For this reason, MarketsandMarkets concluded that, "The amino acids segment is projected to grow at a higher growth rate in the global aqua feed market from 2017 to 2022." The utilization of modern feed management techniques and high awareness levels are the main factors responsible for the high consumption of feed amino acids in the growing markets."
Second, with fishmeal supplies static and production rising, many companies ranging from Alltech to Monsanto are researching and developing alternative sources of essential omega 3 fatty acids. No one however, expects new omega 3 fatty acid sources to be any less expensive than fishmeal, which now commonly trades at record levels.
Third, with consumers increasingly making omega 3 fat levels into a reason not to buy farmed seafood, producers are going to have to boost production costs of high-end lines such as salmon to ensure they do not lose market share to wild catch.
Fourth, many Asian aquaculture diseases such as EMS and WSSV are now known to break out more easily when nutritionally poor feed inputs are used. Over time, this will boost the amount spent on feed materials. Particularly in East Asia, we can expect not just the quantity of feed inputs used to increase but also their quality, with the latter directly impacting unit costs.

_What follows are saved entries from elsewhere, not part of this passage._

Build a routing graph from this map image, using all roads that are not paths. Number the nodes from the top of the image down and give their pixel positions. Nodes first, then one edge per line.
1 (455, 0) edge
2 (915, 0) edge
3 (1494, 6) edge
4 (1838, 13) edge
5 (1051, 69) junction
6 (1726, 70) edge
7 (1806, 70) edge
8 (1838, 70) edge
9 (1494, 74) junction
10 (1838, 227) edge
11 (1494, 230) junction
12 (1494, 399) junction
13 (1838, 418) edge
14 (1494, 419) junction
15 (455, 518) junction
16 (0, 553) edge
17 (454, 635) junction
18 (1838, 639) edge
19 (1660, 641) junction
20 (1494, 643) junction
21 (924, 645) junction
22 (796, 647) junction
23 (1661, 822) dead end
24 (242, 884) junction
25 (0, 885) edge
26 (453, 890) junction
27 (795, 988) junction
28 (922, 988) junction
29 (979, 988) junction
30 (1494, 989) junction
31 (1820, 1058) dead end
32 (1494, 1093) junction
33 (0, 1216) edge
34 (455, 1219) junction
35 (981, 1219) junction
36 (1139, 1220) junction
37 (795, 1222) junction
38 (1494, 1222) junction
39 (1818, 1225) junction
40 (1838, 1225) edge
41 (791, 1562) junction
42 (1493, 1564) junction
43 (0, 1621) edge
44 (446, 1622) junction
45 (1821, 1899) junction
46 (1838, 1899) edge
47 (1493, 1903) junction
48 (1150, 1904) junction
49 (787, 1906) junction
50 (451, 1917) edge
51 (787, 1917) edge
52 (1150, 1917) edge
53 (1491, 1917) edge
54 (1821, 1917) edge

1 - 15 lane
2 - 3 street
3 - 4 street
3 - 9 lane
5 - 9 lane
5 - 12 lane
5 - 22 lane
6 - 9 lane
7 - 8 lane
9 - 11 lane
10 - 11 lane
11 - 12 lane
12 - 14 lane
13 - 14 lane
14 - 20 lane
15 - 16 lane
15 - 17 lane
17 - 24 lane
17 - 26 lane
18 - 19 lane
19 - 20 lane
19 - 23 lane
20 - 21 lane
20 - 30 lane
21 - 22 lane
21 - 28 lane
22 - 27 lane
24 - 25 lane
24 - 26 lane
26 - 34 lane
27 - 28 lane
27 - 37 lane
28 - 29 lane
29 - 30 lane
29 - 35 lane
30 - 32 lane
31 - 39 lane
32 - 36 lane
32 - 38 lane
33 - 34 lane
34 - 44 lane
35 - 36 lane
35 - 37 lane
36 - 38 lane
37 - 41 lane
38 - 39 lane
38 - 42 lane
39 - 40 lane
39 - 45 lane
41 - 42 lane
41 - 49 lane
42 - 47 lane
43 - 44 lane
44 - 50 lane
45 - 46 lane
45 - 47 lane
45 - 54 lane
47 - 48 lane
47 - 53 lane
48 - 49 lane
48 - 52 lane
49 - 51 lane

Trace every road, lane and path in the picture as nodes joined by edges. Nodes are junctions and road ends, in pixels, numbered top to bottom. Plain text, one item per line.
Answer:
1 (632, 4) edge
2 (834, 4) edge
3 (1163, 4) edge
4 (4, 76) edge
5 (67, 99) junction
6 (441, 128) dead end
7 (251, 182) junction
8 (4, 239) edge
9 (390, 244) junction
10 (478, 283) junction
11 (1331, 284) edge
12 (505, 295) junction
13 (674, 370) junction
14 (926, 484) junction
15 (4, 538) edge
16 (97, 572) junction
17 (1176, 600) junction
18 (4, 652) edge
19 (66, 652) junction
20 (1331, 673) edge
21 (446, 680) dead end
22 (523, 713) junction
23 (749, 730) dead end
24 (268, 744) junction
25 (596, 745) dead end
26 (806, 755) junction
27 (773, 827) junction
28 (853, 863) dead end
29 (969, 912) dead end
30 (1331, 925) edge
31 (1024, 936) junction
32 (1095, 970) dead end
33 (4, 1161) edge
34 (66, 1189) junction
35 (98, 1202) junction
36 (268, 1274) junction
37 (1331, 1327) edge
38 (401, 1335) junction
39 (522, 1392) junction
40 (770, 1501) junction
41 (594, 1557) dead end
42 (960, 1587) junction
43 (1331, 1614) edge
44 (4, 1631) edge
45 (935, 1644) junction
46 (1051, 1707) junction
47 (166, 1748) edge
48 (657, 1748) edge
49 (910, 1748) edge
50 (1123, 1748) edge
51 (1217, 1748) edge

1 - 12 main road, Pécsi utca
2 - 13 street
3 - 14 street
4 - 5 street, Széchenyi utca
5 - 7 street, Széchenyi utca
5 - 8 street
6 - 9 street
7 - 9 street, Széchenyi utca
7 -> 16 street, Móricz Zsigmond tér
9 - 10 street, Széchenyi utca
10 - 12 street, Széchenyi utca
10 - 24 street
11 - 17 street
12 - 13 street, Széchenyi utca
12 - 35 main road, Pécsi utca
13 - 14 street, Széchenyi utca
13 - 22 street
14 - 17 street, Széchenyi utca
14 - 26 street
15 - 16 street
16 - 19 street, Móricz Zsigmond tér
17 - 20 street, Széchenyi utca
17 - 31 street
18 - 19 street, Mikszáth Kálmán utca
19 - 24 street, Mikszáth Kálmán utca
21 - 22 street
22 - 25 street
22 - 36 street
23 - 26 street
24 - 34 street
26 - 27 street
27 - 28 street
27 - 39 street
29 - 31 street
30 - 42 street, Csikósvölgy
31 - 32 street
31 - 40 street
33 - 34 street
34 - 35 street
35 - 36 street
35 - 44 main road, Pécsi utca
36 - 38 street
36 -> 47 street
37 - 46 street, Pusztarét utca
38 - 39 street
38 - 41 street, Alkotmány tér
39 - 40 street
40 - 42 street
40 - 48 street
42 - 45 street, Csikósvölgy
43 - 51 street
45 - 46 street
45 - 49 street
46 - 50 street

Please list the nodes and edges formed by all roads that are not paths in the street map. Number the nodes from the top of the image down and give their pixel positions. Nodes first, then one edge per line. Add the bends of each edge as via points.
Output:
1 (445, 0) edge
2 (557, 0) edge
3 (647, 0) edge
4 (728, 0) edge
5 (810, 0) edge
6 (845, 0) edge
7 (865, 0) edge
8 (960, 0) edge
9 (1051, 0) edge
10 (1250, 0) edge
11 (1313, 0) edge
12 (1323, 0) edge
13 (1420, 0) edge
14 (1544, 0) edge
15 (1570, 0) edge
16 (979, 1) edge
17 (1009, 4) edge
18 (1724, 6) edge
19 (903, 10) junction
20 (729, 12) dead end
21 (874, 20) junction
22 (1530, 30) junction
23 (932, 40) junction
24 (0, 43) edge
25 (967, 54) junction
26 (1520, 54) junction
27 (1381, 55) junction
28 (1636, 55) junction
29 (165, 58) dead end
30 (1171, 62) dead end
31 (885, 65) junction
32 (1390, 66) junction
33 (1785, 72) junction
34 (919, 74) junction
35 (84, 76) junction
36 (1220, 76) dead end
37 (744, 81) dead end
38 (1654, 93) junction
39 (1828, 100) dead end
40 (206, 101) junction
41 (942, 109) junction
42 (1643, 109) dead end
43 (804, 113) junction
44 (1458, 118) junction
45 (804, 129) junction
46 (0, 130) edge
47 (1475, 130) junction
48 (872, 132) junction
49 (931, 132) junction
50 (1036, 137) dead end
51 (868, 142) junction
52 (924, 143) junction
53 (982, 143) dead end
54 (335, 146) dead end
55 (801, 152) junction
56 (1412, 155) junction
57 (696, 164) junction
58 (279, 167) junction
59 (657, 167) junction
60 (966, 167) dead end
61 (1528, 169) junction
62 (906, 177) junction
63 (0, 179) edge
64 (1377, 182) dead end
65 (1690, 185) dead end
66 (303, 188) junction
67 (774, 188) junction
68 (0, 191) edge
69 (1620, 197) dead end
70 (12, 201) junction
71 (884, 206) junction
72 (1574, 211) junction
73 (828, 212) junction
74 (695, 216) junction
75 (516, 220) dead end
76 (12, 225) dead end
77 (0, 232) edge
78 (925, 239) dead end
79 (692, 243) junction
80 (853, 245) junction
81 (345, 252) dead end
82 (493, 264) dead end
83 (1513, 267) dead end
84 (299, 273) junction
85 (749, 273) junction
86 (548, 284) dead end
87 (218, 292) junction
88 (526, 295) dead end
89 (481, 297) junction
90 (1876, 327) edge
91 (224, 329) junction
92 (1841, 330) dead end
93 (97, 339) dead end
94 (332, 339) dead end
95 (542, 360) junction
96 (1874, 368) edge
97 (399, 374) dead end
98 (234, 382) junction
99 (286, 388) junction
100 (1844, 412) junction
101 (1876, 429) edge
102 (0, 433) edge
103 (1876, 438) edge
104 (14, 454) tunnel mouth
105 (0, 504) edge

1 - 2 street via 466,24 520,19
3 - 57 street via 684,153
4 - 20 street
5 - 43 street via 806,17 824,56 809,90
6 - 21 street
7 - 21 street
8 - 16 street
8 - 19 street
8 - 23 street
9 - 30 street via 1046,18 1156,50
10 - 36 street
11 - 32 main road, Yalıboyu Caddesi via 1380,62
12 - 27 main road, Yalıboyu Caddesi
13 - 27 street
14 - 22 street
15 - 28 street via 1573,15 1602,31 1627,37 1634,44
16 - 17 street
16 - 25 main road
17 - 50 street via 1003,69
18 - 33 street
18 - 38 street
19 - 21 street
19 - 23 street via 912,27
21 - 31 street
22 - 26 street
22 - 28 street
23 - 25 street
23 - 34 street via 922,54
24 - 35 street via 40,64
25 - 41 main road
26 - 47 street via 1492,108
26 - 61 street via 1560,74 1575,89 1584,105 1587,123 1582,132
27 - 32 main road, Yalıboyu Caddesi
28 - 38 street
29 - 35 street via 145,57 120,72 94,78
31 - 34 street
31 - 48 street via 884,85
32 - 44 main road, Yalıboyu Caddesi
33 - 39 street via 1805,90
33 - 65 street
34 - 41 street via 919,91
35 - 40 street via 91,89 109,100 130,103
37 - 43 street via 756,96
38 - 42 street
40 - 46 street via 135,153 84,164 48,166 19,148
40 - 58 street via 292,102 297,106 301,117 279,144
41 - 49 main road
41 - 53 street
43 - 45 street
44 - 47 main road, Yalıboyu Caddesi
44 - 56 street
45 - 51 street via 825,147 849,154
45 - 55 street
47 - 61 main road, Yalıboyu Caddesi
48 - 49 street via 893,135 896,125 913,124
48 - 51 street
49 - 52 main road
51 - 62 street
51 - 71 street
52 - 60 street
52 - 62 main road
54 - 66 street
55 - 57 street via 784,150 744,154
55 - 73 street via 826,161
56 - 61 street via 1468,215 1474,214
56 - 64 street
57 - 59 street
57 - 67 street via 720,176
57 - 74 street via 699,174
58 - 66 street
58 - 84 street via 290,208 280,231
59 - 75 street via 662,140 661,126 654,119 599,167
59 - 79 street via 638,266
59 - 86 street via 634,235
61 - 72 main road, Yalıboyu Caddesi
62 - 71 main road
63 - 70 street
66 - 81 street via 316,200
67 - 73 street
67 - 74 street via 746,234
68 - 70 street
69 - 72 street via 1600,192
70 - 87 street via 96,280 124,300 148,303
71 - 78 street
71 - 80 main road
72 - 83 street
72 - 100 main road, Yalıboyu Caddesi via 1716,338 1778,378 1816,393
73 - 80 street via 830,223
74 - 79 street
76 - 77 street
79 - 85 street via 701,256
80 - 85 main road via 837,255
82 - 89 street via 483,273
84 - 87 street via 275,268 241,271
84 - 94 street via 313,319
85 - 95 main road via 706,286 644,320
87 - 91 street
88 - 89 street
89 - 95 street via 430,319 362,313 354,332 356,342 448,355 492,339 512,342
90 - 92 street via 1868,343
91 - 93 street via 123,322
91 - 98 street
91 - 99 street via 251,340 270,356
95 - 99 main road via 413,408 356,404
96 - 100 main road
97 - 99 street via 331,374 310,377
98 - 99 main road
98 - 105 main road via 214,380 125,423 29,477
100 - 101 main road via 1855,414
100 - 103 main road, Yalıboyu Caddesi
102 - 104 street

Finally, even standard, relatively low cost feed ingredients such as soy and rapeseed have bottomed out in price and are expected to become steadily more expensive over the next decade. All this means that while the value of aqua feed produced will rise by approximately 10% annually, the next five years will see the actual volume of aqua feed production rise by 4% to 6% annually –with aquaculture production volume rising by approximately 1% faster.